What is the NM500 and why use it ?

So basically each chip is an FPGA implementation of a 576 node single layer, fully connected RBF neural network with a 256 byte input vector and a single 16 bit output vector. You can chain chips together to increase the number of neurons but the input and output vectors are always fixed at 256 bytes and 1 short respectively. You can segment the network into a number of ‘contexts’ allowing you to split it up into a number of sub-networks for example to interpret different sensors with different models. Given that the neural network is relatively simple compared with modern deep learning models, you might ask why bother with a hardware implementation ? The main advantages, as far as I can discern, are :-

  1. It’s extremely low power and so ideally suited to IoT / Arduino type of use cases where a software neural network would consume considerably more power and probably be slower running as software on a low power microcontroller.
  2. It’s auto-learning. Using a TPU or TensorflowLite limits you to not being able to train on device, instead you train on heavyweight hardware like GPU’s and then extract the TFL model which can only be used for inference at runtime. The NM500, allows you to mix inference and learning at runtime. The learning all happens instantly on chip without the need for eras of backpropagation. This is a very attractive feature.

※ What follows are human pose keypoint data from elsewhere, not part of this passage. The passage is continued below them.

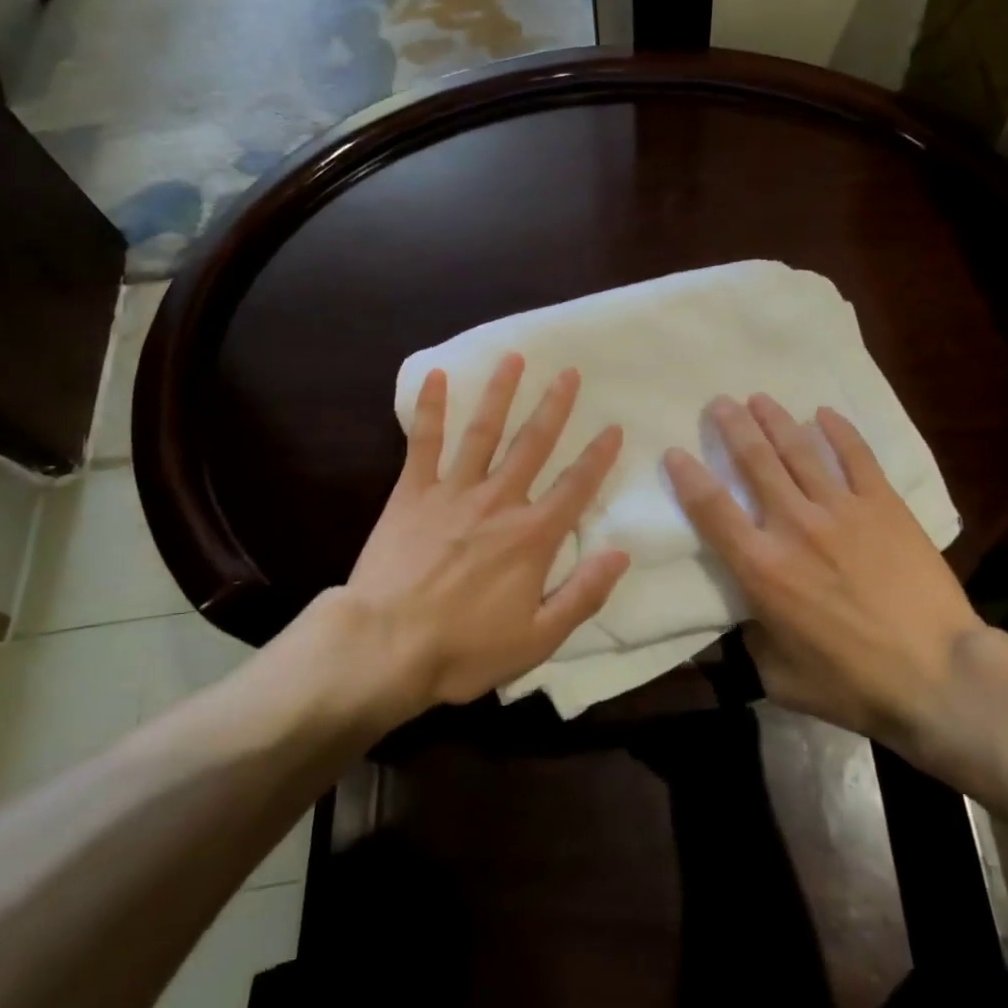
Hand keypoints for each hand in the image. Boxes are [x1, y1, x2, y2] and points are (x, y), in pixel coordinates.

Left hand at [311, 353, 629, 727]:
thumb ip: (583, 594)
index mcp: (532, 536)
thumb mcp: (538, 639)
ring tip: (513, 358)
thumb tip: (621, 552)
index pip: (575, 487)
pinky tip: (436, 375)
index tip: (613, 427)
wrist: (386, 646)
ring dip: (500, 393)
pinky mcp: (412, 493)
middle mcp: (499, 501)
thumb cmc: (464, 649)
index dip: (598, 457)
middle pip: (533, 445)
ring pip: (483, 432)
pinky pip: (424, 443)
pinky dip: (430, 408)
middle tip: (568, 372)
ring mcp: (453, 491)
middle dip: (554, 407)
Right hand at [663, 394, 985, 765]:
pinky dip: (838, 431)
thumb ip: (752, 639)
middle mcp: (794, 526)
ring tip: (759, 398)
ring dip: (775, 420)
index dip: (688, 476)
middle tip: (720, 403)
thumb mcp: (780, 676)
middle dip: (732, 427)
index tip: (675, 452)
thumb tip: (746, 615)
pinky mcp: (883, 506)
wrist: (940, 678)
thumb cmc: (853, 684)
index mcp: (761, 568)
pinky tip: (824, 413)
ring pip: (799, 450)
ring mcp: (842, 510)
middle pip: (754, 461)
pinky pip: (856, 457)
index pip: (712, 508)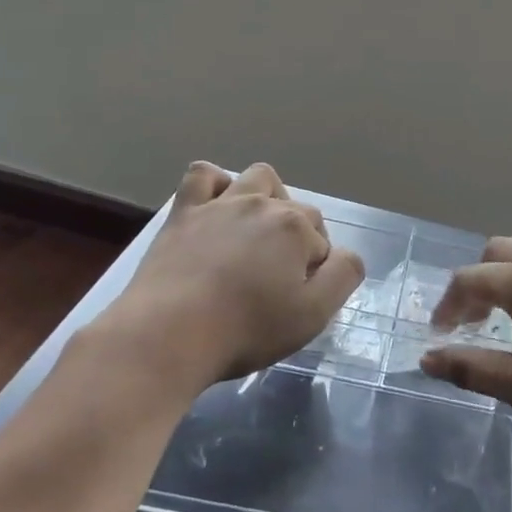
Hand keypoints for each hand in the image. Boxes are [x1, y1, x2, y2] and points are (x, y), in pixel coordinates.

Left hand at [90, 162, 363, 392]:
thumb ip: (343, 276)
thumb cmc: (246, 329)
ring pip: (259, 179)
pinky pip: (204, 175)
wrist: (167, 335)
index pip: (322, 242)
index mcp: (296, 227)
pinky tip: (217, 208)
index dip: (315, 271)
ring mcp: (220, 203)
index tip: (297, 299)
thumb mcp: (314, 315)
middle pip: (297, 210)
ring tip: (258, 234)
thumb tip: (345, 255)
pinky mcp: (183, 212)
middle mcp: (262, 204)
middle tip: (278, 281)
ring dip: (268, 198)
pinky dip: (216, 185)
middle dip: (298, 239)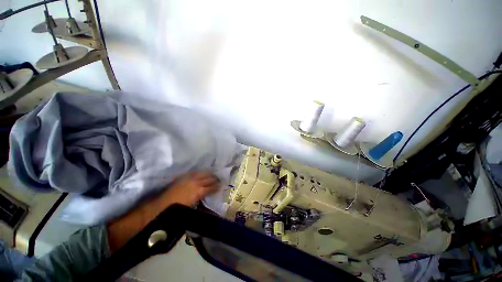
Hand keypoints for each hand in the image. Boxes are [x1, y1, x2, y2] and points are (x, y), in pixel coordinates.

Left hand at [161, 172, 220, 206]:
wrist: (163, 203)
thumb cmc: (179, 208)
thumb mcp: (193, 205)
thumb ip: (202, 198)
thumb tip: (208, 195)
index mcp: (199, 191)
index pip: (212, 187)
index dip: (217, 186)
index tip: (221, 186)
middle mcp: (197, 183)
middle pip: (209, 179)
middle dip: (215, 179)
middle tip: (220, 179)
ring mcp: (191, 178)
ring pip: (204, 174)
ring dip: (210, 174)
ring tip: (214, 175)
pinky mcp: (185, 176)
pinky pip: (196, 172)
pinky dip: (202, 173)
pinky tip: (204, 173)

But of course there are some limitations :-

  1. 256 input byte limitation e.g. 16 x 16 greyscale image
  2. Single short output vector typically used to indicate an inferred class

When you consider a typical object detection type application e.g. identifying people within a video feed, you typically have 5 outputs: object class, x coordinate, y coordinate, width and height. So clearly this is not possible with a single output vector. Also object detection typically uses many layers of convolutional and pooling layers, none of which you can achieve with this simple hardware. So let’s consider a relatively simple image recognition problem :-

 

Counting Cars passing my house

I have an IP camera outside of our house which I currently use with Darknet Yolo running on a Jetson Nano to detect people and record them approaching the property. Now I’m going to reuse the same RTSP video feed but instead use the NM500 to count cars passing the house either heading uphill or heading downhill. So this is an image classification problem. Firstly, here’s the feed from the camera which I can read with OpenCV :-

2020-08-06_15-58

Notice the small section at the end of the driveway ? I take a 160×160 pixel square at offset (420,, 0) i.e. about 40% along the top edge. Here’s an extract :-

roi_4_12

This extract shows a car heading down the hill which I want the system to classify as either :-

  • Nothing – i.e. empty road in all lighting conditions
  • People – one or more people wandering past (often with dogs :) )
  • Cars heading uphill
  • Cars heading downhill.

So we have four classes which we want our images to be classified into.

 

Image Processing

Before using the neural network we need to get our data into a useful 256 byte vector. As you’ve probably guessed that’s a 16 x 16 greyscale image. Our ‘Region Of Interest’ above is 160 x 160 of 24 bit RGB so we need to downscale and downsample it to that format :-

// Extract ROI
frame(Rect(420, 0, 160, 160)).copyTo(roi);
resize(roi, currentRoi, cv::Size(16,16));
cvtColor(currentRoi, currentRoi, cv::COLOR_RGB2GRAY);

so now our ‘currentRoi’ matrix contains the lowscale image which is suitable to pass directly to the NM500 hardware, however, we can make the task considerably easier. There’s still a lot of detail on this image which doesn’t help with the problem and therefore might require a lot of training data for the a good model to form.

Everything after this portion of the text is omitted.